Action item –
Select all lines in the records that include "Avenue".

The input –
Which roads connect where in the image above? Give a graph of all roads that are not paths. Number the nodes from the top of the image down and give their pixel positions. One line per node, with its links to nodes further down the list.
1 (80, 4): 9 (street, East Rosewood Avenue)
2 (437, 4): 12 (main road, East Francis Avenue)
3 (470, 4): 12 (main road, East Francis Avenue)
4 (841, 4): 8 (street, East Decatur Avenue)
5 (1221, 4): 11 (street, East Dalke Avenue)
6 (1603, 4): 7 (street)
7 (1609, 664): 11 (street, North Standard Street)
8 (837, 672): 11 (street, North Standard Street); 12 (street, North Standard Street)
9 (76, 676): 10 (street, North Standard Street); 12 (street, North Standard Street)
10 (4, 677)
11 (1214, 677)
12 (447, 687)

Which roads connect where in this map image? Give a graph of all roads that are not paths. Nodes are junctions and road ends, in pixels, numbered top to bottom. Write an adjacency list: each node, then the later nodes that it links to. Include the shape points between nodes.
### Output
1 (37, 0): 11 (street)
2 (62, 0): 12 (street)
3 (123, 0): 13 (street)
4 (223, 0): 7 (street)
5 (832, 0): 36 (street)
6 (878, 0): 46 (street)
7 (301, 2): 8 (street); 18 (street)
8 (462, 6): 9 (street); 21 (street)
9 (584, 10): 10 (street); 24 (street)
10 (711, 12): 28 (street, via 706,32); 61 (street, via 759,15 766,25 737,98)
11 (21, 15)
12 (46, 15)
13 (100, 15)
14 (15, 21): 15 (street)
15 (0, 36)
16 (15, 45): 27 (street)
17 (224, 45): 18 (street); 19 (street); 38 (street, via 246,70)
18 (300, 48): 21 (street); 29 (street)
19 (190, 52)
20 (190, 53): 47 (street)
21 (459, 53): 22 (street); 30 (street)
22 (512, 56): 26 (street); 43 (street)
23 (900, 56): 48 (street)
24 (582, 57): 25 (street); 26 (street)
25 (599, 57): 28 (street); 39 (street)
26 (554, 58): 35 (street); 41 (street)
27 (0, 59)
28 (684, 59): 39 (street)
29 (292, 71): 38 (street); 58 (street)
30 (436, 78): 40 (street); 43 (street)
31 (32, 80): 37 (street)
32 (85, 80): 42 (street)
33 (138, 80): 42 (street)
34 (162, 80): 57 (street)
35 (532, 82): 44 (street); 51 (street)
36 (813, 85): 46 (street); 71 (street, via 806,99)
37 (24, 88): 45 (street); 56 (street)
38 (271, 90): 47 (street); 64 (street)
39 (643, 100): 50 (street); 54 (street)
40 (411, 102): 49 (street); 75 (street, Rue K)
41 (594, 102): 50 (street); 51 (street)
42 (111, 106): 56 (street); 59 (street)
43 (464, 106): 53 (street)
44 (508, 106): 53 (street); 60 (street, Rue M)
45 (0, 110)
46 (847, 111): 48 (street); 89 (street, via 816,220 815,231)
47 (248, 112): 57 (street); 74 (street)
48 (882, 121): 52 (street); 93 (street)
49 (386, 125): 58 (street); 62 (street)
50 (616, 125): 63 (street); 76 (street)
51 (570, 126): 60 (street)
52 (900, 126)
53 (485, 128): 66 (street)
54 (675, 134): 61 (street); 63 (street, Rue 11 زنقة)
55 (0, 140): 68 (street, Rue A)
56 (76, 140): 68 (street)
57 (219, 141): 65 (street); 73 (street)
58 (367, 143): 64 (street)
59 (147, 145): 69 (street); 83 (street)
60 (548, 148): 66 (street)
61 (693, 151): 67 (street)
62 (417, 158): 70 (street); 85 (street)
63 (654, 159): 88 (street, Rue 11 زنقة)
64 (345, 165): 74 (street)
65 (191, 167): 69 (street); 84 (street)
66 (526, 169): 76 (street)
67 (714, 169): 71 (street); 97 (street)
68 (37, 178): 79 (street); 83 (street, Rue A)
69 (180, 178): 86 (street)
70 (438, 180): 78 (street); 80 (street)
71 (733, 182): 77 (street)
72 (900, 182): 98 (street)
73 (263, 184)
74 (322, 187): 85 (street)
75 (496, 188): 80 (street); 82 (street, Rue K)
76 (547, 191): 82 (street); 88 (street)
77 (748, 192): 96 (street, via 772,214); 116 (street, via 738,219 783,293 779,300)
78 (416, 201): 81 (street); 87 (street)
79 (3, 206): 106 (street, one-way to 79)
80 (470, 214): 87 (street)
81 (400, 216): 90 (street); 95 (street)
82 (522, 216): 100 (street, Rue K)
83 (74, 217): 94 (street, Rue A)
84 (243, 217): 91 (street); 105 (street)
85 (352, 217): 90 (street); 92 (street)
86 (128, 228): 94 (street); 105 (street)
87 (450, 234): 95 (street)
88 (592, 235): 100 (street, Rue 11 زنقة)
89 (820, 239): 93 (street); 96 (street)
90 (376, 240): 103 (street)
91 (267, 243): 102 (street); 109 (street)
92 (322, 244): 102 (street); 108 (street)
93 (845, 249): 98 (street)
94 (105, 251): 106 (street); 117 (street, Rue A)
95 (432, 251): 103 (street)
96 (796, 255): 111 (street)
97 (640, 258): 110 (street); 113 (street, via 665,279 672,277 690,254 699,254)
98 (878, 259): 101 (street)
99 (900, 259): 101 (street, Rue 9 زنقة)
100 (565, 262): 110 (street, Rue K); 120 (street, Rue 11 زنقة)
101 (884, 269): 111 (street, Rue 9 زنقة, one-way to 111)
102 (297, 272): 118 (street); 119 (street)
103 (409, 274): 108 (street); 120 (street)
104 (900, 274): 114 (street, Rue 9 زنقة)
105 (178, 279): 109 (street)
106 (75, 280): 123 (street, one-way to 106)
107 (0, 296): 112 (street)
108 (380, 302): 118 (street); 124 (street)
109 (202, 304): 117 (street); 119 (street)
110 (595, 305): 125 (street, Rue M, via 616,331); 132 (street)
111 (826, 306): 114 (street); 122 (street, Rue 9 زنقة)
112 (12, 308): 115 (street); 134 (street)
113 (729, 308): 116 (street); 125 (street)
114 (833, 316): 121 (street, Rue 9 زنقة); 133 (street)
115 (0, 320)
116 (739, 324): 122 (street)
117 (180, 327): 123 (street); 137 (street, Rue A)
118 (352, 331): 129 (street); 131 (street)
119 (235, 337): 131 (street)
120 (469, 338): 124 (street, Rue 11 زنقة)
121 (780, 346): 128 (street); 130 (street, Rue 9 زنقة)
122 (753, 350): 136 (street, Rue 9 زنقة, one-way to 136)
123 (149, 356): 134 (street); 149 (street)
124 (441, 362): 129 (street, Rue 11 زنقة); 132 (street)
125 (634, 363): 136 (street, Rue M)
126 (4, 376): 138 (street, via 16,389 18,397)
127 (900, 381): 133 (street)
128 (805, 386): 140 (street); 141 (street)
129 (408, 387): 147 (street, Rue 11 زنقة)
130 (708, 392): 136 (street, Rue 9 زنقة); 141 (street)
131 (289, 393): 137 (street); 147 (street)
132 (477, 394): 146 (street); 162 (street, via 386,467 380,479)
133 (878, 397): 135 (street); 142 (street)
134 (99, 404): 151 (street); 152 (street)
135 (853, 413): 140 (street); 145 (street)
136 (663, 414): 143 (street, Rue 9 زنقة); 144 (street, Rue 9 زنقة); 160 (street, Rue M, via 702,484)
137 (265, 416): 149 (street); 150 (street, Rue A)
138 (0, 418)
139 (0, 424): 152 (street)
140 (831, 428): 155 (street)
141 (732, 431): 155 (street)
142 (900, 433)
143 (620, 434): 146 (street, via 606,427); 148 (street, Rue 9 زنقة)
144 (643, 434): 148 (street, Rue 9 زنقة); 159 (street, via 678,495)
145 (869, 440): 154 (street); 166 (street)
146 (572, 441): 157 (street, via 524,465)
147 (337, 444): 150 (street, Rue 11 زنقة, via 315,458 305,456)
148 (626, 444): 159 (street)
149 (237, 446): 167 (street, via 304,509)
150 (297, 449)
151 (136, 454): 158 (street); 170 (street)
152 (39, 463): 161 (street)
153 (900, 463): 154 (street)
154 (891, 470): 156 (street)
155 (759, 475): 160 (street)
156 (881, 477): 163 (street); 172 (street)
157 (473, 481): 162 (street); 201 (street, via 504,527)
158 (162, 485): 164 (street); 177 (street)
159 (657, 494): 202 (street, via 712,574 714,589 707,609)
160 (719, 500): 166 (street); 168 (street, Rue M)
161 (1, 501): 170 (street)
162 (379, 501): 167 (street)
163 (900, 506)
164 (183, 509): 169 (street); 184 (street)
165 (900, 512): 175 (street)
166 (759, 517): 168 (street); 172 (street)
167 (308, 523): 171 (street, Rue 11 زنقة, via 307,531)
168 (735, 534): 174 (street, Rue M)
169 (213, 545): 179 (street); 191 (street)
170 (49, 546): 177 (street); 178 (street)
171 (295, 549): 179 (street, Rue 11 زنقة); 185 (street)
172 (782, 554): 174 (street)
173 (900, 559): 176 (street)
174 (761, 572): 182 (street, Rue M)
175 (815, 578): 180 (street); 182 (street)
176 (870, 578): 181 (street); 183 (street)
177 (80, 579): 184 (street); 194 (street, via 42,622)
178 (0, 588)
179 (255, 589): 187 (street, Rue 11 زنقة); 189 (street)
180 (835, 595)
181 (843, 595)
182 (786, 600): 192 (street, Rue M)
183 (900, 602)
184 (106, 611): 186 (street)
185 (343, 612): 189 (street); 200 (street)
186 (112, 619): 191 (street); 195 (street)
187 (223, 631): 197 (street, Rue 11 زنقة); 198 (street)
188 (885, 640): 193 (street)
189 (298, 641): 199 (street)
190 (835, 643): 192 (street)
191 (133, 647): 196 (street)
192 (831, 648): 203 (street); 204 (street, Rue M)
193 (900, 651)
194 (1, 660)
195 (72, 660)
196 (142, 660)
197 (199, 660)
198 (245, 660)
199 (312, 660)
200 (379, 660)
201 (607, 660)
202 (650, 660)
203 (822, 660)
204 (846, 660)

Problem solution –
1 (80, 4): 9 (street, East Rosewood Avenue)
2 (437, 4): 12 (main road, East Francis Avenue)
3 (470, 4): 12 (main road, East Francis Avenue)
4 (841, 4): 8 (street, East Decatur Avenue)
5 (1221, 4): 11 (street, East Dalke Avenue)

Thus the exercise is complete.